Politics & Policy

Enron = Whitewater?

No, but the White House should welcome a major investigation.

Whatever happens in the coming investigation, Thursday, January 10 will be remembered as the day the Enron issue exploded in Washington. Beyond the headline stories — the calls from Enron chief Kenneth Lay to two Cabinet secretaries, the recusal of Attorney General John Ashcroft from the investigation, and the admission by accounting firm Arthur Andersen that it destroyed a “significant” number of documents in the case — Thursday will also go down as the day two new words entered the debate: special prosecutor.

Less than three years after the independent-counsel law was allowed to expire — unmourned by both political parties — some Democrats are raising the idea that the Bush Justice Department is not capable of investigating Enron. “I think the basic question is: Can this administration investigate its single largest contributor?” former Clinton pollster Mark Penn asked on CNN Thursday night. “Can [people] trust the administration to get the right answers? And would they trust an administration-sponsored investigation? I don’t think so.”

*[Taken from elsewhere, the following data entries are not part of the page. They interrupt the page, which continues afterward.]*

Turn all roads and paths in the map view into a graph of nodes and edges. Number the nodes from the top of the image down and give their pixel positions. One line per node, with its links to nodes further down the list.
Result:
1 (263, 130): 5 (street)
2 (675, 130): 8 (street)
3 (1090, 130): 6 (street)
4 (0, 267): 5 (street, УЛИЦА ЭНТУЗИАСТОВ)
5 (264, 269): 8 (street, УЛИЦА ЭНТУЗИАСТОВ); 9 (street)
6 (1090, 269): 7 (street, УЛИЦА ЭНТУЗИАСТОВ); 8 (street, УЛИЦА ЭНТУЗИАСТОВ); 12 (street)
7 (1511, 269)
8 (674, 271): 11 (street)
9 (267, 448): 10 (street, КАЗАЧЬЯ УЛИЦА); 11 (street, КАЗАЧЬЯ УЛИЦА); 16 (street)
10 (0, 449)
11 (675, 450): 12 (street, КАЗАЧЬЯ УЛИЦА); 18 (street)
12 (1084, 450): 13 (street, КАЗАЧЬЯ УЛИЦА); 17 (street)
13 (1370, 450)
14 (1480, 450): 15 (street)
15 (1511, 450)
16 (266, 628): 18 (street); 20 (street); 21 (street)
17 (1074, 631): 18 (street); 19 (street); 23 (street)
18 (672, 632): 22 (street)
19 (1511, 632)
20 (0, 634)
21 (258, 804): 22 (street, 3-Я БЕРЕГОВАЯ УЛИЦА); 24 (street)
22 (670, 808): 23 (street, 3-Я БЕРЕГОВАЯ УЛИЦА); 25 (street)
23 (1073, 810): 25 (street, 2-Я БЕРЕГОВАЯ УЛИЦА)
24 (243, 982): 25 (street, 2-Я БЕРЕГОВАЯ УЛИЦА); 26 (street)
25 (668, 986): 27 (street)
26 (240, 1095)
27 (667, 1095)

It’s an idea the White House quickly dismissed. “The president has full faith and confidence in the professional prosecutors at the Department of Justice and the Attorney General to do what is right in pursuing this investigation,” spokesman Ari Fleischer said at Thursday’s Enron-dominated briefing. (Fleischer added that the investigation “must be pursued, to get to the bottom of all of the allegations of criminal wrongdoing by Enron.”)

But the special-prosecutor talk is unlikely to go away, because it allows Democrats to press their claim that Enron has become the Bush administration’s Whitewater. Long discussed by Democratic activists, the claim is now receiving lots of attention in the press. “Widening Probe Of Texas-Based Enron Could Dog Bush As Whitewater Plagued Clinton,” read one Associated Press headline on Thursday. “People are already saying this may be the scandal. Some are saying the Whitewater of the Bush administration,” CNN’s Judy Woodruff said the same day.

But so far, beyond the strong desire of some Clinton loyalists to suggest equivalencies between the Clinton and Bush administrations, there is scant evidence that Enron equals Whitewater. Yes, they each set off a quickly forming critical mass of Washington media interest, but the same could be said of all sorts of news stories. In contrast to Enron, interest in Whitewater was ignited by events deep inside the White House; the story mushroomed at the end of 1993 and beginning of 1994 after revelations that Clinton aides removed documents from the office of deputy White House counsel Vincent Foster on the night of his suicide. That news in turn revived long-dormant press interest in the Whitewater real-estate investment, in which Bill and Hillary Clinton appeared to have received special treatment from their two business partners, both later convicted of felonies. Later, the story involved the investigation of whether the president lied about that special treatment under oath.

None of that seems to be the case in Enron. Yes, there are reports of missing documents, but the Whitewater comparison would become much more apt if those documents were later discovered in the White House residence. So far, the only real similarity to past Clinton scandals is the almost eerie reappearance of Robert Bennett, the former Clinton lawyer who is now representing Enron.

That’s not to say there is nothing there. A major corporation that was one of the president’s top supporters is under criminal investigation in a case that appears to involve massive fraud and thousands of victimized investors. The White House — and Republicans in Congress — would be crazy to resist an exhaustive investigation, both by the Justice Department and by Capitol Hill committees. And in the course of those investigations, new evidence might come to light that would make the story much more serious for the White House than it appears now.

But so far, the real similarity to Whitewater is not one of substance but one of political utility. Like Whitewater, Enron is a weapon which the president’s opponents are eager to use to do him political damage. “The reason this is so potentially devastating to Bush is that it brings to life in very real terms the notion that when push comes to shove, he’s for the big business special interests and not for the little guy,” former Clinton press secretary Joe Lockhart told the Associated Press Thursday.

There’s some truth to that; certainly Democrats have used the “tool of big business” argument against Bush with some effectiveness in the past. Now, Enron gives them more rhetorical ammunition. But that’s not the same as a scandal involving wrongdoing on the part of the president or the people in his administration. Even Joe Lockhart knows that.

Byron York is a former White House correspondent for National Review.